* [Dataset excerpts]
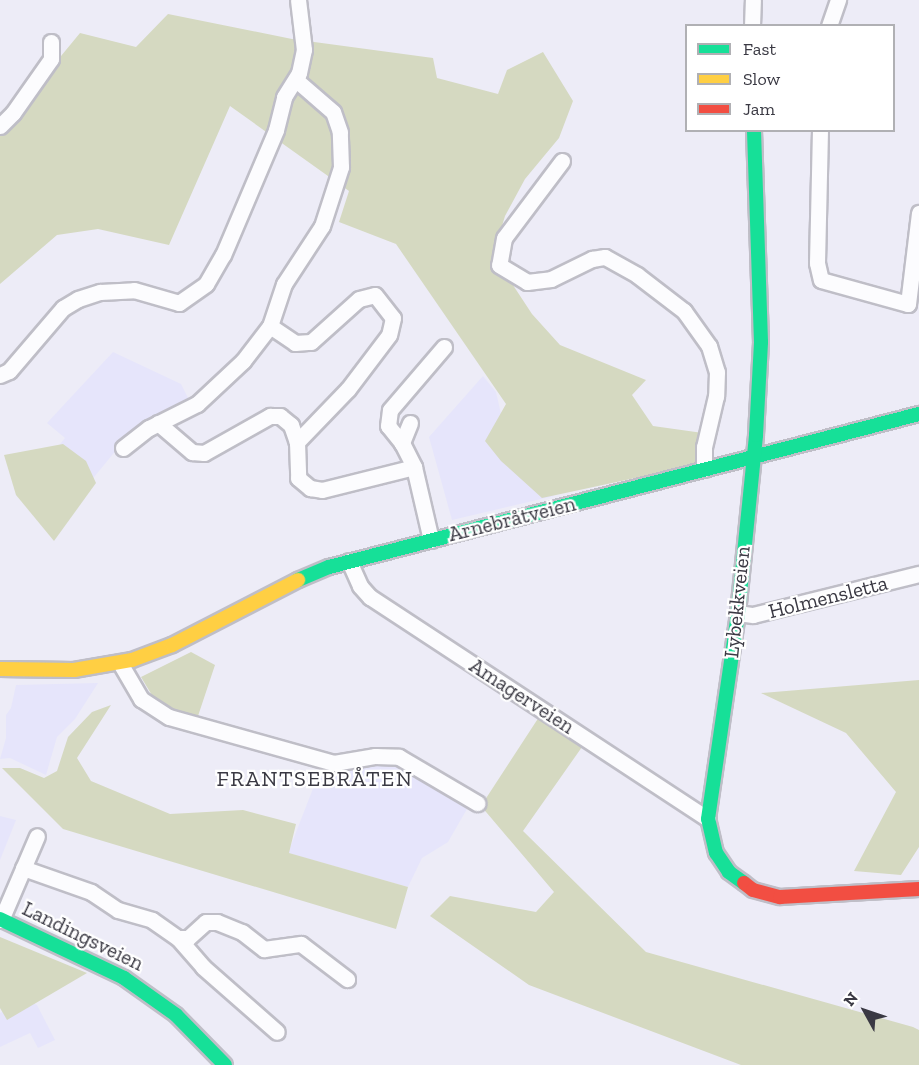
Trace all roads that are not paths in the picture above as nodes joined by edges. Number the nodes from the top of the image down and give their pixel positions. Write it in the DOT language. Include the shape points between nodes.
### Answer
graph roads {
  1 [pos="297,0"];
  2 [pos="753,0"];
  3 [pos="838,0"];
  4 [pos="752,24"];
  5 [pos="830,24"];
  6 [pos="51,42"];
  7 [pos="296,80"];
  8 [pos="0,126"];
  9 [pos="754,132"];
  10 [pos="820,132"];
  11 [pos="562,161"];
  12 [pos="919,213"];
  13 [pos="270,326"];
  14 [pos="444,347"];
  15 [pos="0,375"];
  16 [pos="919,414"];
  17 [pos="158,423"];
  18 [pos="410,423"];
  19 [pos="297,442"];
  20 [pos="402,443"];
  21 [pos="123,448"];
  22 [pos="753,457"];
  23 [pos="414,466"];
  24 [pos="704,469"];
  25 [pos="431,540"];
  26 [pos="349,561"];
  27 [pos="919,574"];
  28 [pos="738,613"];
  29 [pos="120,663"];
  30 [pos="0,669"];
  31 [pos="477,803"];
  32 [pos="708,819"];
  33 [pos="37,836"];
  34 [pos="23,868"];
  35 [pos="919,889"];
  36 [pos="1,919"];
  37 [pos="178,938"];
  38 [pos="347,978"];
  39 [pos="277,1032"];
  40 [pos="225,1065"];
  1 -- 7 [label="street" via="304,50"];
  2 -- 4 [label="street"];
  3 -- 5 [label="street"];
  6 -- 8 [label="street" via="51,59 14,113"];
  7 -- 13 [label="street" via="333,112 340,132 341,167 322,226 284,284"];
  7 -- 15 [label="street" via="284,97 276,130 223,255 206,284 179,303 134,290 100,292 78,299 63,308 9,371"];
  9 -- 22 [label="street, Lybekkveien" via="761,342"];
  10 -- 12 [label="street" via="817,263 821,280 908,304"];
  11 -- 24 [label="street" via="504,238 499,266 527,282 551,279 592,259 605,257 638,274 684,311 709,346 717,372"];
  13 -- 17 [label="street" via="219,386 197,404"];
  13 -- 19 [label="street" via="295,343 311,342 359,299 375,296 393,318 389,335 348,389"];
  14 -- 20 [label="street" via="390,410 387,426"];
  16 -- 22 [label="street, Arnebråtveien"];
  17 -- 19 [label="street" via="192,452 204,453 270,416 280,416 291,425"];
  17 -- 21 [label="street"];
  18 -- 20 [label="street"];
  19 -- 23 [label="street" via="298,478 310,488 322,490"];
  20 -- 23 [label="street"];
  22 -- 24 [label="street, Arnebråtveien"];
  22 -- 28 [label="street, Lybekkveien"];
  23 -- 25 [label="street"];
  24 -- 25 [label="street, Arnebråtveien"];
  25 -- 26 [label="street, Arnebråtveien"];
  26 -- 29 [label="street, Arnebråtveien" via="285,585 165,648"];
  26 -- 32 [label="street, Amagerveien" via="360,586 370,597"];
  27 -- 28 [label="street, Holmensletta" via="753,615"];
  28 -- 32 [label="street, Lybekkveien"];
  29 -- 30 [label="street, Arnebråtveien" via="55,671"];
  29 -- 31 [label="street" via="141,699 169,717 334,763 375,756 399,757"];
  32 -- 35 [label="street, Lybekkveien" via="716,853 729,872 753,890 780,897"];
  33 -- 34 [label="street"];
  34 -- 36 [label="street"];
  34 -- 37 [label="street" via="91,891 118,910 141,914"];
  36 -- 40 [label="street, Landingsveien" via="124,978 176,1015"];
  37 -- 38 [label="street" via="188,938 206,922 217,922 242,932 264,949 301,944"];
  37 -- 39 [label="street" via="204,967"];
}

...

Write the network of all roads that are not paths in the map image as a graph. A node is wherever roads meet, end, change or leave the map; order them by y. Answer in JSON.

* [Activity] Check the entries above for the word "image" and copy every line where it turns up.

* [Answer for this exercise]
Trace all roads that are not paths in the picture above as nodes joined by edges. Number the nodes from the top of the image down and give their pixel positions. Write it in the DOT language. Include the shape points between nodes.
Write the network of all roads that are not paths in the map image as a graph. A node is wherever roads meet, end, change or leave the map; order them by y. Answer in JSON.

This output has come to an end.